*** Opening of Data ***
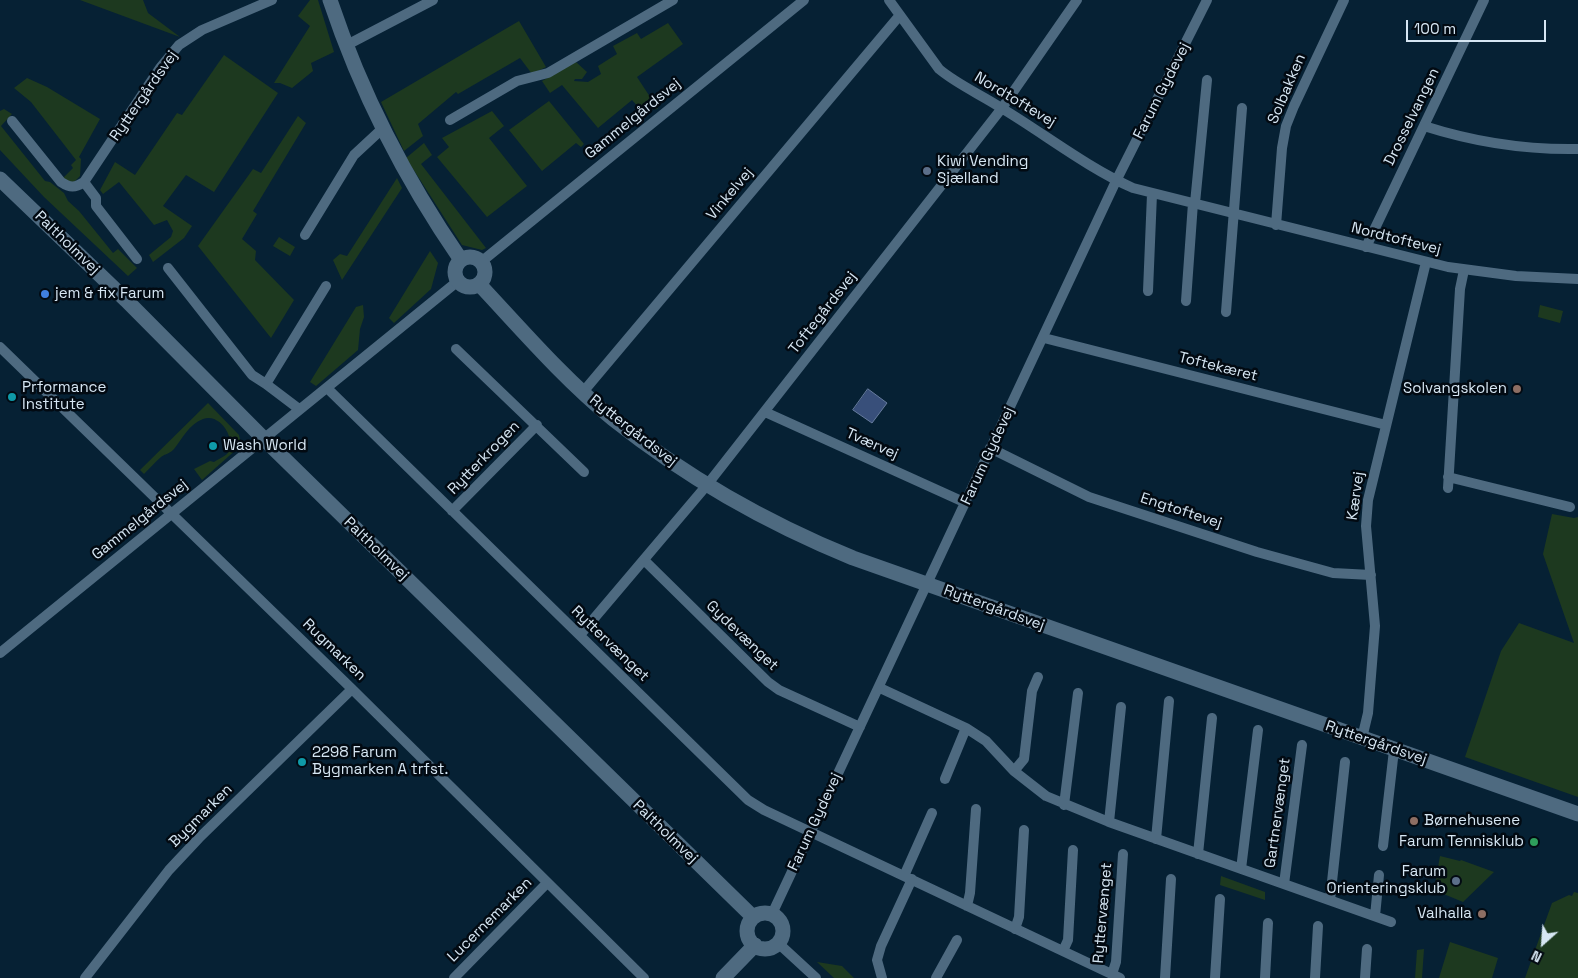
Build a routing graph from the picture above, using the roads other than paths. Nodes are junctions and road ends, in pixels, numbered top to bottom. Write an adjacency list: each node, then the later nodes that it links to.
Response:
1 (272, 0): 23 (street, Ryttergårdsvej)
2 (330, 0): 12 (street)
3 (433, 0): 12 (street)
4 (673, 0): 16 (street)
5 (804, 0): 32 (street, Gammelgårdsvej)
6 (888, 0): 11 (street, Nordtoftevej)
7 (1076, 0): 14 (street, Toftegårdsvej)
8 (1207, 0): 22 (street, Farum Gydevej)
9 (1344, 0): 27 (street, Solbakken)
10 (1484, 0): 18 (street, Drosselvangen)
11 (900, 15): 14 (street, Nordtoftevej); 48 (street, Vinkelvej)
12 (345, 46): 19 (street)
13 (1207, 80): 25 (street)
14 (1002, 108): 22 (street, Nordtoftevej); 50 (street, Toftegårdsvej)
15 (1242, 108): 26 (street)
16 (450, 120)
17 (12, 121): 23 (street)
18 (1424, 126): 20 (street); 29 (street, Drosselvangen)
19 (382, 129): 28 (street); 31 (street)
20 (1578, 149)
21 (0, 179): 53 (street, Paltholmvej)
22 (1116, 181): 24 (street, Nordtoftevej); 43 (street, Farum Gydevej)
23 (84, 182): 30 (street)
24 (1152, 194): 25 (street, Nordtoftevej); 40 (street)
25 (1194, 203): 26 (street, Nordtoftevej); 41 (street)
26 (1234, 214): 27 (street, Nordtoftevej); 42 (street)
27 (1276, 225): 29 (street, Nordtoftevej)
28 (305, 235)
29 (1366, 247): 33 (street, Nordtoftevej)
30 (137, 259)
31 (461, 260): 32 (street); 37 (street)
32 (481, 262): 38 (street)
33 (1426, 262): 35 (street, Nordtoftevej); 52 (street, Kærvej)
34 (168, 268): 46 (street)
35 (1464, 270): 36 (street, Nordtoftevej); 56 (street)
36 (1578, 279)
37 (458, 281): 38 (street); 47 (street, Gammelgårdsvej)
38 (479, 284): 48 (street, Ryttergårdsvej)
39 (326, 286): 46 (street)
40 (1148, 291)
41 (1186, 301)
42 (1226, 312)
43 (1044, 338): 52 (street, Toftekæret); 54 (street, Farum Gydevej)
44 (0, 347): 62 (street, Rugmarken)
45 (456, 349): 51 (street, Rytterkrogen)
46 (266, 384): 49 (street)
47 (327, 388): 49 (street, Gammelgårdsvej); 61 (street, Ryttervænget)
48 (583, 392): 57 (street, Ryttergårdsvej)
49 (300, 410): 53 (street, Gammelgårdsvej)
50 (765, 412): 57 (street, Toftegårdsvej); 59 (street, Tværvej)
51 (537, 425): 55 (street, Rytterkrogen); 61 (street, Rytterkrogen)
52 (1386, 425): 64 (street, Kærvej)
53 (264, 439): 62 (street, Gammelgårdsvej); 107 (street, Paltholmvej)
54 (990, 448): 59 (street, Farum Gydevej); 64 (street, Engtoftevej)
55 (584, 472)
56 (1448, 477): 58 (street); 60 (street)
57 (707, 485): 63 (street, Toftegårdsvej); 65 (street, Ryttergårdsvej)
58 (1448, 488)
59 (966, 503): 65 (street, Farum Gydevej)
60 (1570, 507)
61 (452, 511): 66 (street, Ryttervænget)
62 (172, 514): 67 (street, Gammelgårdsvej); 70 (street, Rugmarken)
63 (644, 560): 66 (street, Toftegårdsvej); 75 (street, Gydevænget)
64 (1371, 576): 78 (street, Kærvej)
65 (927, 584): 69 (street, Farum Gydevej); 78 (street, Ryttergårdsvej)
66 (580, 635): 90 (street, Ryttervænget)
67 (0, 653)
68 (1038, 677): 82 (street)
69 (880, 688): 75 (street, Farum Gydevej); 76 (street, Gartnervænget)
70 (352, 689): 100 (street, Rugmarken); 118 (street, Bygmarken)
71 (1078, 693): 84 (street)
72 (1169, 701): 91 (street)
73 (1121, 707): 88 (street)
74 (1212, 718): 95 (street)
75 (860, 727): 90 (street, Farum Gydevej)
76 (966, 728): 82 (street, Gartnervænget); 83 (street)
77 (1258, 730): 96 (street, Gartnervænget)
78 (1362, 738): 80 (street, Ryttergårdsvej)
79 (1302, 745): 101 (street, Gartnervænget)
80 (1394, 750): 87 (street, Ryttergårdsvej); 92 (street)
81 (1345, 762): 103 (street)
82 (1014, 771): 84 (street, Gartnervænget)
83 (945, 779)
84 (1064, 805): 88 (street, Gartnervænget)
85 (976, 809): 104 (street)
86 (932, 813): 98 (street)
87 (1578, 814)
88 (1108, 822): 91 (street, Gartnervænget)
89 (1024, 830): 111 (street)
90 (811, 832): 98 (street, Ryttervænget); 105 (street, Farum Gydevej)
91 (1156, 839): 95 (street, Gartnervænget)
92 (1383, 846)
93 (1073, 850): 116 (street)
94 (1123, 854): 117 (street, Ryttervænget)
95 (1198, 854): 96 (street, Gartnervænget)
96 (1240, 869): 101 (street, Gartnervænget)
97 (1379, 875): 106 (street)
98 (908, 877): 104 (street, Ryttervænget); 123 (street)
99 (1171, 879): 125 (street)
100 (547, 883): 119 (street, Lucernemarken); 120 (street, Rugmarken)
101 (1284, 884): 103 (street, Gartnervænget)
102 (1220, 899): 126 (street)
103 (1330, 900): 106 (street, Gartnervænget)
104 (967, 906): 111 (street, Ryttervænget)
105 (772, 914): 107 (street); 113 (street)
106 (1375, 916): 108 (street, Gartnervænget)
107 (753, 917): 114 (street)
108 (1392, 922)
109 (1268, 923): 127 (street)
110 (1318, 926): 128 (street)
111 (1015, 929): 116 (street, Ryttervænget)
112 (957, 940): 124 (street)
113 (778, 943): 114 (street); 122 (street)
114 (755, 946): 121 (street)
115 (1367, 949): 129 (street)
116 (1063, 951): 117 (street, Ryttervænget)
117 (1116, 976)
118 (85, 978)
119 (454, 978)
120 (644, 978)
121 (723, 978)
122 (816, 978)
123 (882, 978)
124 (936, 978)
125 (1165, 978)
126 (1215, 978)
127 (1265, 978)
128 (1315, 978)
129 (1365, 978)

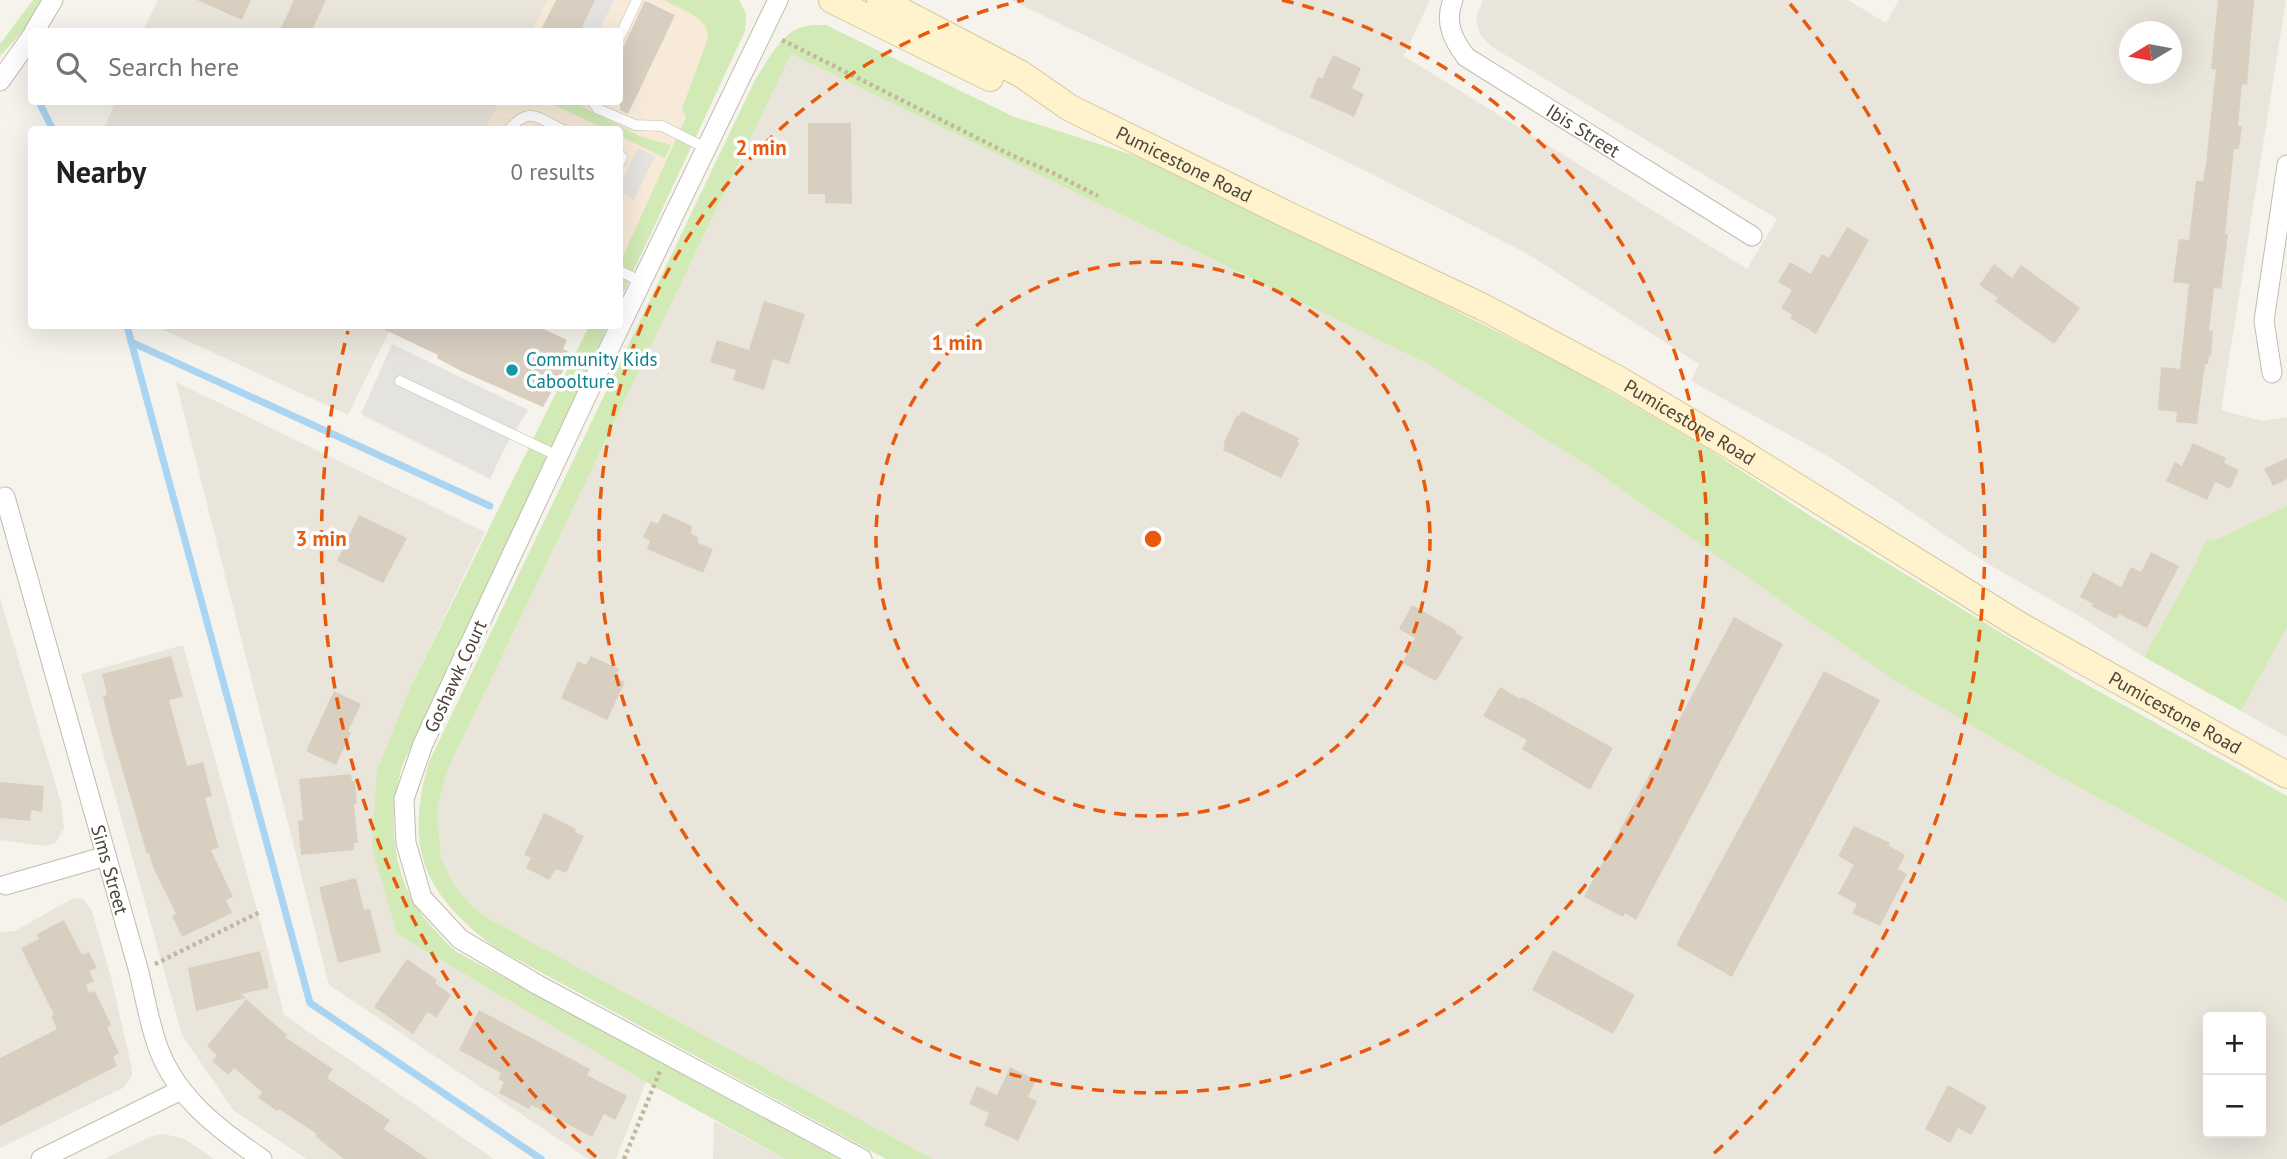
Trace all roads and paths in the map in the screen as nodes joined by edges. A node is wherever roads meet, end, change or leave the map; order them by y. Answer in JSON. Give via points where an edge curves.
{"nodes":[{"id":1,"x":53,"y":0,"type":"edge"},
{"id":2,"x":637,"y":0,"type":"edge"},
{"id":3,"x":778,"y":0,"type":"edge"},
{"id":4,"x":832,"y":0,"type":"edge"},
{"id":5,"x":880,"y":0,"type":"edge"},
{"id":6,"x":1453,"y":0,"type":"edge"},
{"id":7,"x":37,"y":28,"type":"edge"},
{"id":8,"x":623,"y":30,"type":"edge"},
{"id":9,"x":781,"y":39,"type":"dead end"},
{"id":10,"x":28,"y":41,"type":"edge"},
{"id":11,"x":0,"y":81,"type":"edge"},
{"id":12,"x":595,"y":105,"type":"edge"},
{"id":13,"x":1070,"y":108,"type":"junction"},
{"id":14,"x":512,"y":126,"type":"edge"},
{"id":15,"x":555,"y":126,"type":"edge"},
{"id":16,"x":706,"y":148,"type":"junction"},
{"id":17,"x":2287,"y":165,"type":"edge"},
{"id":18,"x":1098,"y":196,"type":"dead end"},
{"id":19,"x":1752,"y":236,"type":"dead end"},
{"id":20,"x":623,"y":272,"type":"edge"},
{"id":21,"x":642,"y":282,"type":"junction"},
{"id":22,"x":623,"y":321,"type":"edge"},
{"id":23,"x":619,"y":329,"type":"edge"},
{"id":24,"x":2272,"y":373,"type":"dead end"},
{"id":25,"x":400,"y":381,"type":"dead end"},
{"id":26,"x":558,"y":456,"type":"junction"},
{"id":27,"x":5,"y":497,"type":"dead end"},
{"id":28,"x":2287,"y":775,"type":"edge"},
{"id":29,"x":106,"y":856,"type":"junction"},
{"id":30,"x":6,"y":885,"type":"dead end"},
{"id":31,"x":260,"y":912,"type":"dead end"},
{"id":32,"x":139,"y":972,"type":"junction"},
{"id":33,"x":667,"y":1054,"type":"junction"},
{"id":34,"x":181,"y":1090,"type":"junction"},
{"id":35,"x":41,"y":1159,"type":"edge"},
{"id":36,"x":262,"y":1159,"type":"edge"},
{"id":37,"x":624,"y":1159,"type":"edge"},
{"id":38,"x":862,"y":1159,"type":"edge"}],
"edges":[{"from":1,"to":7,"type":"street"},
{"from":2,"to":8,"type":"lane"},
{"from":3,"to":16,"type":"street","name":"Goshawk Court"},
{"from":4,"to":13,"type":"main road","name":"Pumicestone Road","via":[[1020,93]]},
{"from":5,"to":13,"type":"main road","name":"Pumicestone Road","via":[[1020,74]]},
{"from":6,"to":19,"type":"street","name":"Ibis Street","via":[[1450,29],[1466,57]]},
{"from":9,"to":18,"type":"path"},
{"from":10,"to":11,"type":"street"},
{"from":12,"to":16,"type":"lane","via":[[635,125],[662,126]]},
{"from":13,"to":28,"type":"main road","name":"Pumicestone Road","via":[[1483,307],[1616,378],[2019,625]]},
{"from":14,"to":15,"type":"lane","via":[[525,114]]},
{"from":16,"to":21,"type":"street","name":"Goshawk Court"},
{"from":17,"to":24,"type":"street","via":[[2264,321]]},
{"from":20,"to":21,"type":"lane"},
{"from":21,"to":22,"type":"street","name":"Goshawk Court"},
{"from":23,"to":26,"type":"street","name":"Goshawk Court"},
{"from":25,"to":26,"type":"lane"},
{"from":26,"to":33,"type":"street","name":"Goshawk Court","via":[[423,744],[404,799],[406,843],[422,898],[460,939]]},
{"from":27,"to":29,"type":"street","name":"Sims Street"},
{"from":29,"to":30,"type":"street"},
{"from":29,"to":32,"type":"street","name":"Sims Street"},
{"from":31,"to":32,"type":"path"},
{"from":32,"to":34,"type":"street","name":"Sims Street","via":[[154,1037]]},
{"from":33,"to":37,"type":"path"},
{"from":33,"to":38,"type":"street","name":"Goshawk Court"},
{"from":34,"to":35,"type":"street"},
{"from":34,"to":36,"type":"street","name":"Sims Street","via":[[223,1132]]}]}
*** Close of Data ***
Assignment » Check each line above for the string "Rytterkrogen", then copy the ones that have it.

Worked solution »
45 (456, 349): 51 (street, Rytterkrogen)
51 (537, 425): 55 (street, Rytterkrogen); 61 (street, Rytterkrogen)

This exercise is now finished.